Furthermore, words like “Amazing” and “Best Ever” are thrown around too lightly. I was reading an article called “5 Best Life Hacks Ever” and I was horribly disappointed. According to the title, I should have been shown the secrets to success and life, instead I got tips as valuable as putting Mentos in a Pepsi bottle.
The largest problem that I have with list articles is the depth of information that many articles offer – or lack thereof. Let’s say there’s a Top 10 article on a site that is 500-600 words long. With 10 items on the list and an introduction plus conclusion, add, there are less than 50 words to describe the logic behind each item.
While lists are flashy articles that I think have been overwritten, not all readers on the Internet loathe them as much as I do because they don’t read hundreds of them a week. Although I have taken a hard stance on this subject, there are lists that have been put together carefully that I fully appreciate and share. These are the types of lists that keep people coming back.

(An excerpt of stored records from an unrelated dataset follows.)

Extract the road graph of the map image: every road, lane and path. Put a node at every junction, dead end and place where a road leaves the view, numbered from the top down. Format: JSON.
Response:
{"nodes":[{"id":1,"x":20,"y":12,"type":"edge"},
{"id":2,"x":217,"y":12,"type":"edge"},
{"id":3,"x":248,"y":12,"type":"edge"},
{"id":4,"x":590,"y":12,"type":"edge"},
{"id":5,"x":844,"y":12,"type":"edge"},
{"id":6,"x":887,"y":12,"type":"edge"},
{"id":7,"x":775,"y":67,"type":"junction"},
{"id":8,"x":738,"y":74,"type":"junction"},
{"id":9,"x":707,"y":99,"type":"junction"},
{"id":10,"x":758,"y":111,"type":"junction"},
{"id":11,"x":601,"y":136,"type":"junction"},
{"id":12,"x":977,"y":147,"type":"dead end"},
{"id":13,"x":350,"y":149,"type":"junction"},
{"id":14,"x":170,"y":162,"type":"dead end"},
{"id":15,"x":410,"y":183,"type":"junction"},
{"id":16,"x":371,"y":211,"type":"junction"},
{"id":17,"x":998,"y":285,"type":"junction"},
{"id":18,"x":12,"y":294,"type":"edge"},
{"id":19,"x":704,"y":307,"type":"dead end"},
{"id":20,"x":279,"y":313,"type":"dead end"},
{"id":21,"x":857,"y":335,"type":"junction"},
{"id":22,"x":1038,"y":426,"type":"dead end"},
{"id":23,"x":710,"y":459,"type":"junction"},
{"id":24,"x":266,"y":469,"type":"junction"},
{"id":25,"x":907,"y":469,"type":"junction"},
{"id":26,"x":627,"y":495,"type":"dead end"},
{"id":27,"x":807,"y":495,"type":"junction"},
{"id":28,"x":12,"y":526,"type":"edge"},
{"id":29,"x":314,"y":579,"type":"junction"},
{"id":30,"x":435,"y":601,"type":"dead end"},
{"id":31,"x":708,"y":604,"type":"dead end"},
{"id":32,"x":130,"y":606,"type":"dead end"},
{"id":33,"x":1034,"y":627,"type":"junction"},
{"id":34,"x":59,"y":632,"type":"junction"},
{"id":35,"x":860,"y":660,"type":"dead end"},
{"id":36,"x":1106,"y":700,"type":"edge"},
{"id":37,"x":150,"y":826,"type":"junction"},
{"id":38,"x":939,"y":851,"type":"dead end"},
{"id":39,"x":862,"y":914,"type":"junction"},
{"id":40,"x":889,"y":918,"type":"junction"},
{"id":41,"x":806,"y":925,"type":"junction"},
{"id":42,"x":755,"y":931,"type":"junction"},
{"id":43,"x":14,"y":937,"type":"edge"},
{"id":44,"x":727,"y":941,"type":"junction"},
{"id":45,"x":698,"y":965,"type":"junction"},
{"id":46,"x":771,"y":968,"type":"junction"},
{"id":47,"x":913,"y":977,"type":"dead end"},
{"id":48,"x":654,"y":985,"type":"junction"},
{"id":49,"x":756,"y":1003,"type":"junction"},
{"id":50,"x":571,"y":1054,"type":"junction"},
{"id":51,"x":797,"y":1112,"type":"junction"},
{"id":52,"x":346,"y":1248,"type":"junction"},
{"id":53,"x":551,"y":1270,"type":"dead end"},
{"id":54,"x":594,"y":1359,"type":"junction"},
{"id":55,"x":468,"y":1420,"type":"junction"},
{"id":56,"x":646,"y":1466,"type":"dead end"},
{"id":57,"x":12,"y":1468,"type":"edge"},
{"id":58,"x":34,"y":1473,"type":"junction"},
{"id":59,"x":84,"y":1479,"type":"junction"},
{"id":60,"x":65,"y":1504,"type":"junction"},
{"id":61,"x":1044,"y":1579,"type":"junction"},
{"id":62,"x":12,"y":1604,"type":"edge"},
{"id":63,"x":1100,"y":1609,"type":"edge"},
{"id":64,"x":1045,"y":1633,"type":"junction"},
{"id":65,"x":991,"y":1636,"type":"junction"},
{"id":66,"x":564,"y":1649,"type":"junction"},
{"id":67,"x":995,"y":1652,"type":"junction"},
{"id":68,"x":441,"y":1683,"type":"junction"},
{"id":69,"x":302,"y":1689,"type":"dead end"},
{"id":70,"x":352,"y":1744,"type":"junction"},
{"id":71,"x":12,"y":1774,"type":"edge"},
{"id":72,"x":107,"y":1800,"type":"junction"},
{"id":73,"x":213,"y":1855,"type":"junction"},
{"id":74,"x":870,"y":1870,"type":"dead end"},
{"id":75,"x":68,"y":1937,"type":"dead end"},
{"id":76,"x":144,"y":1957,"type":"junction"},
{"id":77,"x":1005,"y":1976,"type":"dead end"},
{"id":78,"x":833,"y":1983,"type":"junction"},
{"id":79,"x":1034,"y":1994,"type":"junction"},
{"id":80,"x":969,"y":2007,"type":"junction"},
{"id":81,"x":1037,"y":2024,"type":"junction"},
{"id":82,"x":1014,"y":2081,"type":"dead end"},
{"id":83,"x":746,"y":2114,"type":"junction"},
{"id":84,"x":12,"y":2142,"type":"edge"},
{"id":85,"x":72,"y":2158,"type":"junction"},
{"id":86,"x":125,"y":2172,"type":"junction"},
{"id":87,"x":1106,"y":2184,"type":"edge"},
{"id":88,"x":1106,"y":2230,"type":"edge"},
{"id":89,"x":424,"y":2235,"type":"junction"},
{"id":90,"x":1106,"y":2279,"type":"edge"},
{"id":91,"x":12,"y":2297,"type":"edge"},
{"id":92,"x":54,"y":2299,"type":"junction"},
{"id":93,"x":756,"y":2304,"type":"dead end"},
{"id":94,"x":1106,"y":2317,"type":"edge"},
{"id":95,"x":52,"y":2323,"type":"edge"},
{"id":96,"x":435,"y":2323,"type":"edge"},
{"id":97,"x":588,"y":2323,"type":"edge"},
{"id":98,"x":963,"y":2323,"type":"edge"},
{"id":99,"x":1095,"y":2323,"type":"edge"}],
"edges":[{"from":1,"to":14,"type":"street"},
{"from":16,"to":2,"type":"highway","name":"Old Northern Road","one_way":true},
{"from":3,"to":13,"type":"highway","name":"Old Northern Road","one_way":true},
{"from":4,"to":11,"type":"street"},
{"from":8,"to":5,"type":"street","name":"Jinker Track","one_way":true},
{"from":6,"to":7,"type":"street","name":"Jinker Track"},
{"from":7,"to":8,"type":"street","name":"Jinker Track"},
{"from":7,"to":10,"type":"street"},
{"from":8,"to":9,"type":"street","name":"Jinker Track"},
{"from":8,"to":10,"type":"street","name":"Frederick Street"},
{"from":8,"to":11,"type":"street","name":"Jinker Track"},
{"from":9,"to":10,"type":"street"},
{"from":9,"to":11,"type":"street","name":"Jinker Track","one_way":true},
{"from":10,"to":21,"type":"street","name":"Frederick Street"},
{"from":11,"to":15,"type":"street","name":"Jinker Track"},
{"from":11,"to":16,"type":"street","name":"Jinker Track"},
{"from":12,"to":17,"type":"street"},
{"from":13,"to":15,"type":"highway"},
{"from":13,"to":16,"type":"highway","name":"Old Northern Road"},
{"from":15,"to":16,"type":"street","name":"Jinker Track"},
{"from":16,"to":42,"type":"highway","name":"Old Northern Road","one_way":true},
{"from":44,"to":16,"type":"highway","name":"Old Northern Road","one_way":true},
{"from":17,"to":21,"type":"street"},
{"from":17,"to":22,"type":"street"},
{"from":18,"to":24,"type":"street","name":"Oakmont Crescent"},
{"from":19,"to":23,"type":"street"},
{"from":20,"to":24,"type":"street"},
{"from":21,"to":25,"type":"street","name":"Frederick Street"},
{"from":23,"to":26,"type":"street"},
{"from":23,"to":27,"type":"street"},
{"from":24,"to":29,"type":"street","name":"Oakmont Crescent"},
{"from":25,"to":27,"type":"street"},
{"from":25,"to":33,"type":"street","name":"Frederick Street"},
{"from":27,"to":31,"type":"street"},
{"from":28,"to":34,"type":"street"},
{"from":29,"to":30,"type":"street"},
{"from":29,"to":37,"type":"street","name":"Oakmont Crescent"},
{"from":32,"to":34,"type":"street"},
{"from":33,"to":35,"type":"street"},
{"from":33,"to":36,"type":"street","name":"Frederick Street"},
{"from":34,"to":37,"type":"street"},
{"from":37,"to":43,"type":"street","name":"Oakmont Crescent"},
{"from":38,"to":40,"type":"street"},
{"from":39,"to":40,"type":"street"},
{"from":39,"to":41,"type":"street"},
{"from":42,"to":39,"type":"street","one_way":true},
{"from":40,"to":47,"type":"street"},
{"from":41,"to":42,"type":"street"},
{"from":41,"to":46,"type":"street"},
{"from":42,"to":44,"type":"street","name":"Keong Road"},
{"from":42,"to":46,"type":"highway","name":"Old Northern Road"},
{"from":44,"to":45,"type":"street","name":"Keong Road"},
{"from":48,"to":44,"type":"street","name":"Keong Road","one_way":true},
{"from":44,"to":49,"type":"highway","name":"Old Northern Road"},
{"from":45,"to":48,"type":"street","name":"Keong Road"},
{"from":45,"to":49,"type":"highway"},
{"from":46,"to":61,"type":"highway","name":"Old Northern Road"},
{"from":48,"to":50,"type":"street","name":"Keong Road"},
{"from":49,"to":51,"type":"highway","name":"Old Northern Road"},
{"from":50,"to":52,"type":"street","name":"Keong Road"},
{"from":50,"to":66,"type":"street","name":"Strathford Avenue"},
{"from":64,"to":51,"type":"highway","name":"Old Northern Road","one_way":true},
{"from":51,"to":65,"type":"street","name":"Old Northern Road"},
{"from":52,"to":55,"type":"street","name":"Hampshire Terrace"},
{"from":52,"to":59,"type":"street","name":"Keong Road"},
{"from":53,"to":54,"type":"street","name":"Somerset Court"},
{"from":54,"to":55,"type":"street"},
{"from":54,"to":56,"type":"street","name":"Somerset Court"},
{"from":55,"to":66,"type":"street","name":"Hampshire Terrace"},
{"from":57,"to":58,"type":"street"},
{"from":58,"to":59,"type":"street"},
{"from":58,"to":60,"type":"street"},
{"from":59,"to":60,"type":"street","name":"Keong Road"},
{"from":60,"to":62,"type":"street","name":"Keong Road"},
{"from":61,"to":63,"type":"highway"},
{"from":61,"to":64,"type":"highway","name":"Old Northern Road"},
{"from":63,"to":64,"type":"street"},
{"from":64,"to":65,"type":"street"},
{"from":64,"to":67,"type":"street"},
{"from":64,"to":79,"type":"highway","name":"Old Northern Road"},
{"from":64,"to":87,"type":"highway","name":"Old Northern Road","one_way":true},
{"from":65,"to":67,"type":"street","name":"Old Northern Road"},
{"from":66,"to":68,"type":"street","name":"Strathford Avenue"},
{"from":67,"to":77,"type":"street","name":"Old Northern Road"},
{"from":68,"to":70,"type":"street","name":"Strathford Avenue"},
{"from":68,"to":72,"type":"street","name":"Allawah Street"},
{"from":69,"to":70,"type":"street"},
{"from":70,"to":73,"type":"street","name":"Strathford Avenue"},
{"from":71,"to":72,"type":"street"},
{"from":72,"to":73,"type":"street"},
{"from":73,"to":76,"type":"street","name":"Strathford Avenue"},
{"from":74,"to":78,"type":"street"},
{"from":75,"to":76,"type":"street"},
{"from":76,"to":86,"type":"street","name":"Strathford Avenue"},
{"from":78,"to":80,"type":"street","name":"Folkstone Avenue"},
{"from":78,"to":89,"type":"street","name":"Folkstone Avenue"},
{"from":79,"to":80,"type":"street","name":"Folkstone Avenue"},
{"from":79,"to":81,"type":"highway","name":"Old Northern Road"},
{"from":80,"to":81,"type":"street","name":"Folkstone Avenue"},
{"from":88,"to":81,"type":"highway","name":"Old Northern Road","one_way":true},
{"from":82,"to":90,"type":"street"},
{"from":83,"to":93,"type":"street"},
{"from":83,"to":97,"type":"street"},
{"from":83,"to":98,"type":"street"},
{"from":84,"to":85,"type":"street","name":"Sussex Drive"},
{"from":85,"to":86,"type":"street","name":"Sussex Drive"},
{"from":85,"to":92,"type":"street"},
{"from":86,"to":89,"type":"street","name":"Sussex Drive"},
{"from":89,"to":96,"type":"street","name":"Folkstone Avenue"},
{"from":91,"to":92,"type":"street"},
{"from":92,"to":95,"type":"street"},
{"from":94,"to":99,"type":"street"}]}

The easiest thing we can all do is make lists less frequent. This won’t be a reality until everyone is as tired of them as I. In the meantime, the creation of well-researched lists can help lessen the noise and clutter that I see daily.
Using longer word counts on lists will give writers the space they need to explain why something was chosen and given an appropriate ranking instead of just talking about an item.
Next time you are writing a list article, ask yourself a couple of questions. Am I writing this because I am generally interested or because it is going to be easy? Am I going to do research or assign rankings based on my opinion? If writers ask themselves these questions we can fix the problem of excessive and low quality lists and replace them with great ones.